The output should be every line below that includes the word "dead".
== AVAILABLE DATA ==
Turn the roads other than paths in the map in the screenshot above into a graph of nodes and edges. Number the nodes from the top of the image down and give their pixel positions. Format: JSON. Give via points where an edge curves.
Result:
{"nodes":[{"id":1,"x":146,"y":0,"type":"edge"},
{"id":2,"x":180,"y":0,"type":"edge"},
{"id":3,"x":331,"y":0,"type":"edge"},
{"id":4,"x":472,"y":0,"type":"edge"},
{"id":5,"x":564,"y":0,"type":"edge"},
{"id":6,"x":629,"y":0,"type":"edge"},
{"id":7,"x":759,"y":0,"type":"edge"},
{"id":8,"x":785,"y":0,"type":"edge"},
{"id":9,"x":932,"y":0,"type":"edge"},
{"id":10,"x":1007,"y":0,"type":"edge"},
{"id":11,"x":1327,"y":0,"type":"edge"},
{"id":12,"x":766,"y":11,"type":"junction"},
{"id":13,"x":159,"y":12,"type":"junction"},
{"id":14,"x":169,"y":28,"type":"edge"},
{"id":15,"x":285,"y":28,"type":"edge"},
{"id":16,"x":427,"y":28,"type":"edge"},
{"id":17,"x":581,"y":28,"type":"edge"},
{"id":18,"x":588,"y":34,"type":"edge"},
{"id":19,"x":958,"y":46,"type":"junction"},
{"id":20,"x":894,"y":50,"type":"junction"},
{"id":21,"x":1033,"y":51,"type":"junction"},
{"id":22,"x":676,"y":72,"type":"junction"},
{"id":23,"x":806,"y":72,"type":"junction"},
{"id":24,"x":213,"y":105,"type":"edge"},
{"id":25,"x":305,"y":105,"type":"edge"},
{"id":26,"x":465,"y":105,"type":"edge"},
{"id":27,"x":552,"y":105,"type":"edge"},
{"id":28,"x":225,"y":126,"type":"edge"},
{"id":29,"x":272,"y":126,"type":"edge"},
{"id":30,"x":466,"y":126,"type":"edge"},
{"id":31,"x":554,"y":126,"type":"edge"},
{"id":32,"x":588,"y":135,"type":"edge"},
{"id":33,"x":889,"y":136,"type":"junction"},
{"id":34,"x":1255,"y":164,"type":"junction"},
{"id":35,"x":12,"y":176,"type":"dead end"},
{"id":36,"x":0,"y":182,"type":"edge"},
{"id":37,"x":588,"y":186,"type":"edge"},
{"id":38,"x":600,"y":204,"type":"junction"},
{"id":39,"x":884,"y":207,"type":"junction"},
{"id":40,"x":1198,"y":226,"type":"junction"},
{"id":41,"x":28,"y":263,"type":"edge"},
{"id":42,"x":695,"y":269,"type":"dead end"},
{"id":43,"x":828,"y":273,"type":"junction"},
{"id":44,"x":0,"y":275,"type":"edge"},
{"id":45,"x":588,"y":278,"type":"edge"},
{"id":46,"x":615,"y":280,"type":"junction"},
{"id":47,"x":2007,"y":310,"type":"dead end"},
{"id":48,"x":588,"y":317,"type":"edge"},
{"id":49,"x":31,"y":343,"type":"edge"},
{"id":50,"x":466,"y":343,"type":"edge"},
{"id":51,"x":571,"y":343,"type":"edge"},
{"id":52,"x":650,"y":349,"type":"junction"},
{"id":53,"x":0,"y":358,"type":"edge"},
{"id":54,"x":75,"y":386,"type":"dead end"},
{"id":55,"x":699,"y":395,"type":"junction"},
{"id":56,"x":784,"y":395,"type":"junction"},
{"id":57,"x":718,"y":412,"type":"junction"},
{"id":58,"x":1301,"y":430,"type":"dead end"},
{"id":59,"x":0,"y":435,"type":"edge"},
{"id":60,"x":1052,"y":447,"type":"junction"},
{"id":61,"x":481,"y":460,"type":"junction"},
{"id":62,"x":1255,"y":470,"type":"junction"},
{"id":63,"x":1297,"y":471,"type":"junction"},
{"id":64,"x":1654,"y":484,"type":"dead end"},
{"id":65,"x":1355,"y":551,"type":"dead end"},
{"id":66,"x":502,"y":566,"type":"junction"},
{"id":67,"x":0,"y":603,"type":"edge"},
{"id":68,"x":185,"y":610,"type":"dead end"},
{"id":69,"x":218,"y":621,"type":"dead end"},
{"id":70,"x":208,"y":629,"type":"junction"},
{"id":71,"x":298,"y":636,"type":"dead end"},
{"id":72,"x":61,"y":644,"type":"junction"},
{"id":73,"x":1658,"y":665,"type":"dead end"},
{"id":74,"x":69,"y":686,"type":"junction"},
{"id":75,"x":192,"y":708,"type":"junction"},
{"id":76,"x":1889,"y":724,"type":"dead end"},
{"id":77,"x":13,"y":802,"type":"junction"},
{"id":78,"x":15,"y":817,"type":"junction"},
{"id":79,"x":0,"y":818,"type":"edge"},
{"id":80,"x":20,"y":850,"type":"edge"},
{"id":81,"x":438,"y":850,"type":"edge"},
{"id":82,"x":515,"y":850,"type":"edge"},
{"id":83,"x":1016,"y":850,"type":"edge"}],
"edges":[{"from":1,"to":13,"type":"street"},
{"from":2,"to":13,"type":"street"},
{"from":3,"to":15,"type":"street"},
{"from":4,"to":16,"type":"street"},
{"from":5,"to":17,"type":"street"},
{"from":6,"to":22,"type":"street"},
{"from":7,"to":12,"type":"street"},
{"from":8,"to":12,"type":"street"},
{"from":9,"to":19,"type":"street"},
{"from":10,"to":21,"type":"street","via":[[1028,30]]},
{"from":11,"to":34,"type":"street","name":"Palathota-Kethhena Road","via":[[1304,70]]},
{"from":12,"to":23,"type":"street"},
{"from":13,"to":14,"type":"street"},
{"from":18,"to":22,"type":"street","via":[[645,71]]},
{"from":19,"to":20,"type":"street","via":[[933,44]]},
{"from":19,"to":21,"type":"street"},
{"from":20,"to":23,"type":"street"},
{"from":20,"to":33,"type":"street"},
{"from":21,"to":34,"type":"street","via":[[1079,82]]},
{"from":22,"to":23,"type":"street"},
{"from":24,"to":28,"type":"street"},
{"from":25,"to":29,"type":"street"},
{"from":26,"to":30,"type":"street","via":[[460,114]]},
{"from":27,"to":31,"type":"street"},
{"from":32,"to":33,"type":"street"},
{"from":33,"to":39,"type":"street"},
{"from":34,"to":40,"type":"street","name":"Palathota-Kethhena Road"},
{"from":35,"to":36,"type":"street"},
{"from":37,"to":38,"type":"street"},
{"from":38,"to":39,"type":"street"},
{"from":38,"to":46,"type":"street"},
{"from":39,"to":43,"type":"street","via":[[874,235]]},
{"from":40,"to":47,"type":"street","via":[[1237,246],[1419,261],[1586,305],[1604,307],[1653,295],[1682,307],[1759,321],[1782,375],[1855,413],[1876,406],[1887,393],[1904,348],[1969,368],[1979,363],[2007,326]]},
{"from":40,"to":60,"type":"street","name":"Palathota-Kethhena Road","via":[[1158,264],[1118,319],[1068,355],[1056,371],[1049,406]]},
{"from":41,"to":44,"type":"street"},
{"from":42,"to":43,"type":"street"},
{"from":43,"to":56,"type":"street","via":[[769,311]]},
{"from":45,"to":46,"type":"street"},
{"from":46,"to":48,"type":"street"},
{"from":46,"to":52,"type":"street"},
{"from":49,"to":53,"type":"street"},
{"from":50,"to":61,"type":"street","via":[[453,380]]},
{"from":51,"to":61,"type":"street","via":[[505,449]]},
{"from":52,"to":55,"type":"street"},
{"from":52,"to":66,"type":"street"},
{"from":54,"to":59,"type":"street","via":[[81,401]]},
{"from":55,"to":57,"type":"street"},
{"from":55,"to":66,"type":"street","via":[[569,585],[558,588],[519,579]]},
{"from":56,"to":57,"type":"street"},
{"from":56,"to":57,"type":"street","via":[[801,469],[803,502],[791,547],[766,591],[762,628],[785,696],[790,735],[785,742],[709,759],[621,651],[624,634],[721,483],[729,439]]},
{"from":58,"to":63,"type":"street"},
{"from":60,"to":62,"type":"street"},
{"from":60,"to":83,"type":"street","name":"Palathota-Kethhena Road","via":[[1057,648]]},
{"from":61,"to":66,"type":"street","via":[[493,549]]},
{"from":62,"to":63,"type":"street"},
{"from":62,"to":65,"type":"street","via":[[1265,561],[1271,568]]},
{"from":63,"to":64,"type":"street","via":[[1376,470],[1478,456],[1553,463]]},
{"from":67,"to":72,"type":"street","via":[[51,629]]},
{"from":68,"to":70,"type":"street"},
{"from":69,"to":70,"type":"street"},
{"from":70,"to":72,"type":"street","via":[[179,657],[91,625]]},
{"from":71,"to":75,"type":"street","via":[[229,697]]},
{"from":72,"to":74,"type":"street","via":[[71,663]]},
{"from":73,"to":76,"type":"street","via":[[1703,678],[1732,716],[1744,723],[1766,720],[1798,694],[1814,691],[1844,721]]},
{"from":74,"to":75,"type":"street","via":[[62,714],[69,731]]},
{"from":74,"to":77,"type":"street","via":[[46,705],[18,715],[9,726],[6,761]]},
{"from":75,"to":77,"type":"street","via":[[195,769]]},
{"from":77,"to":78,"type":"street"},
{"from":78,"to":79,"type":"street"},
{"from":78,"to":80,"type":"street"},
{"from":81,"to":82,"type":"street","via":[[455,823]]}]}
===
REPLY
{"id":35,"x":12,"y":176,"type":"dead end"},
{"id":42,"x":695,"y":269,"type":"dead end"},
{"id":47,"x":2007,"y":310,"type":"dead end"},
{"id":54,"x":75,"y":386,"type":"dead end"},
{"id":58,"x":1301,"y":430,"type":"dead end"},
{"id":64,"x":1654,"y":484,"type":"dead end"},
{"id":65,"x":1355,"y":551,"type":"dead end"},
{"id":68,"x":185,"y":610,"type":"dead end"},
{"id":69,"x":218,"y":621,"type":"dead end"},
{"id":71,"x":298,"y":636,"type":"dead end"},
{"id":73,"x":1658,"y":665,"type":"dead end"},
{"id":76,"x":1889,"y":724,"type":"dead end"},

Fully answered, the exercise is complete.